NOV 24
Valadés en su estudio
Por: Luis Bernardo Pérez
Una tarde fui a ver a don Edmundo Valadés. Tenía la esperanza de que me publicara una de mis primeras narraciones en El Cuento, la estupenda revista que fundó y que habría de dirigir hasta su muerte, ocurrida en 1994. Dicha publicación, la cual incluía mensualmente textos de distintos autores, épocas y países, era un verdadero banquete para los amantes de las historias cortas.
Aquel día el maestro Valadés estaba rodeado de papeles y lucía ocupado. Pero como era un hombre de una enorme generosidad, accedió a dedicarle un poco de su tiempo a aquel estudiante de secundaria flaco y desgarbado que se encontraba ante su mesa de trabajo.
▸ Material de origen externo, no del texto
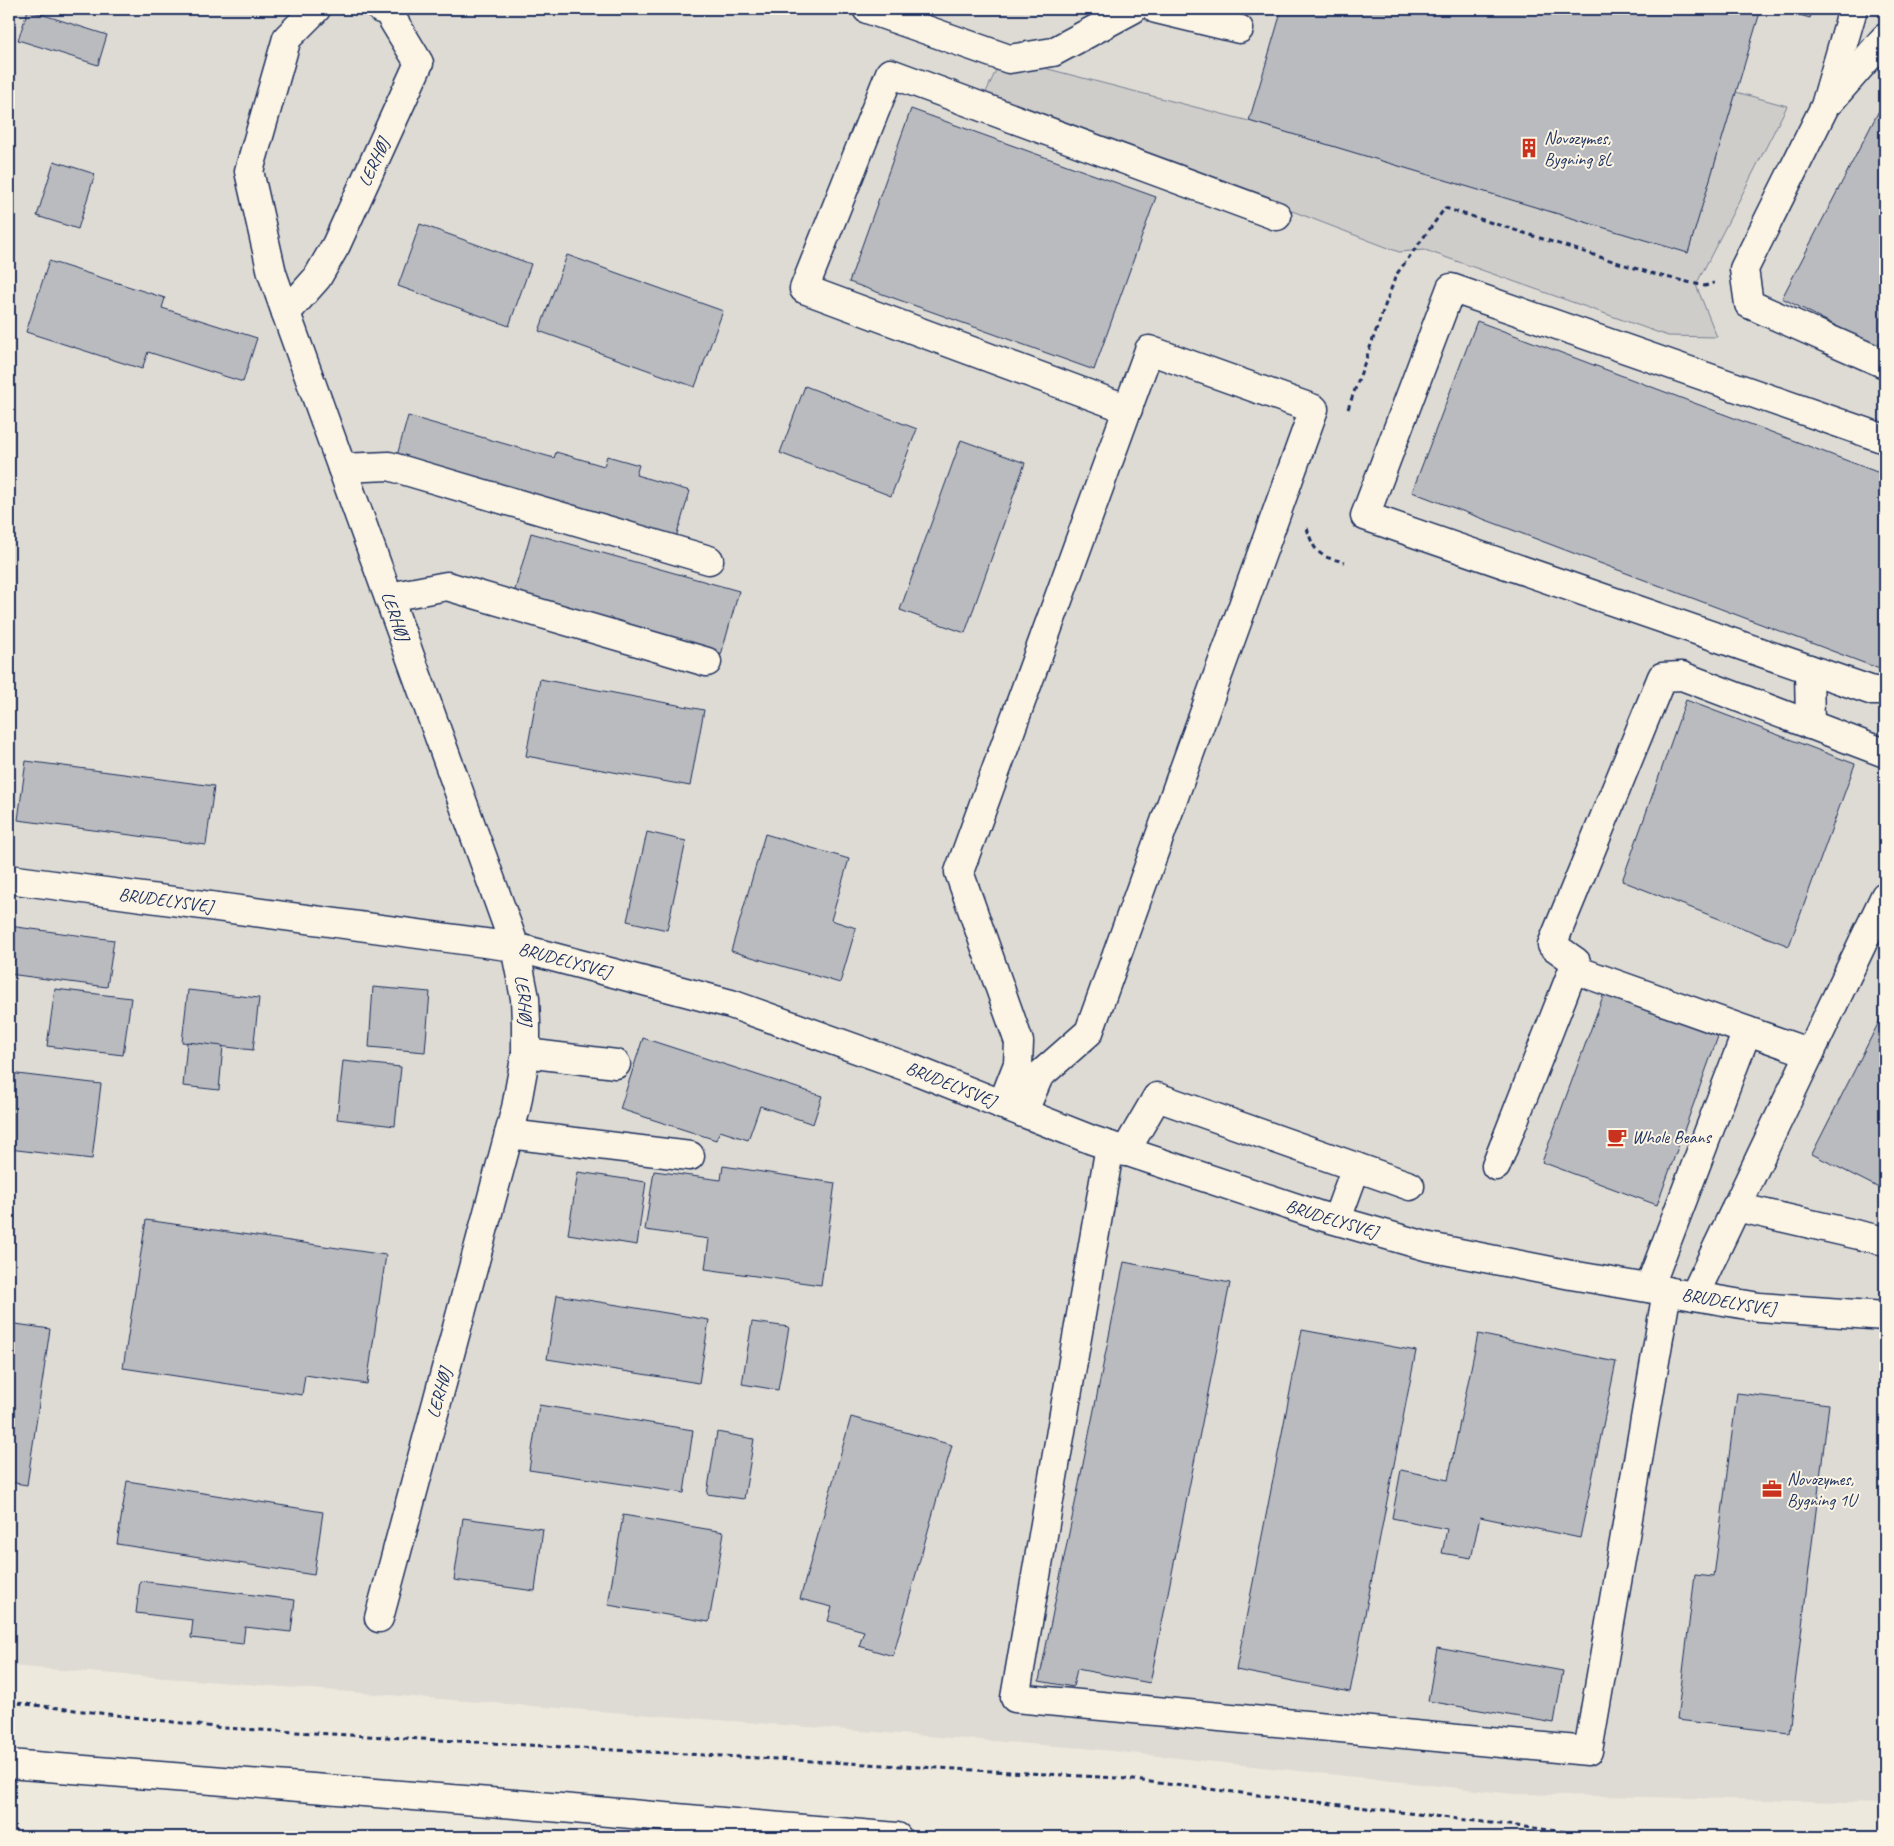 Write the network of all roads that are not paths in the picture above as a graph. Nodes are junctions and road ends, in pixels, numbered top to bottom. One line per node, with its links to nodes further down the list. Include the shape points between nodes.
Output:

Tomó las cuartillas mecanografiadas que le entregué y comenzó a leerlas. He olvidado de qué trataba exactamente aquel cuento. Lo que sí recuerdo es que a la segunda página don Edmundo interrumpió la lectura y se quedó pensativo. Al principio supuse que mi narración era tan extraordinaria que lo había dejado estupefacto. Seguramente estaba impresionado por la elegancia de la prosa, la originalidad del tema y la audacia de las metáforas.
Esperé durante varios minutos a que continuara leyendo, pero él permaneció inmóvil. Finalmente me devolvió las cuartillas. “Mire, joven –me dijo–, ¿se ha preguntado alguna vez por qué la gente lee lo que escribimos? La vida humana es muy breve y la cantidad de cuentos espléndidos que existen son tantos, que ninguna persona tendría tiempo de leerlos todos. A ver, dígame, ¿por qué alguien habría de interesarse en una historia inventada por usted o por mí, si tiene a su disposición las narraciones de Chejov, de Poe, de Maupassant y de Las mil y una noches?”
No supe qué responder. Dudaba entre mostrarme ofendido y salir de allí dando un portazo o preguntarle si lo que había dicho significaba que no publicaría mi cuento. Él continuó: “¿Sabe por qué a pesar de que hay tanto que leer, la gente va a preferir lo que nosotros escribamos? ¿Lo sabe? Pues porque cada línea de un buen cuento es una promesa, porque una narración que vale la pena engancha al lector y lo impulsa al siguiente párrafo y al siguiente para saber qué va a pasar. Escriba un relato así y se lo publico.”
Salí a la calle con mis cuartillas en la mano. Me sentía confuso. En ese momento no me di cuenta de que había recibido una de las mejores lecciones literarias de mi vida. Tuvieron que pasar algunos días para comprender lo que me había querido decir el maestro Valadés: que el signo distintivo de una buena narración consiste, en primer lugar, en su capacidad para encantar al que lee. Ésta es una verdad universal con la que prácticamente todos los escritores están de acuerdo, aunque no todos son capaces de llevarla a la práctica con éxito.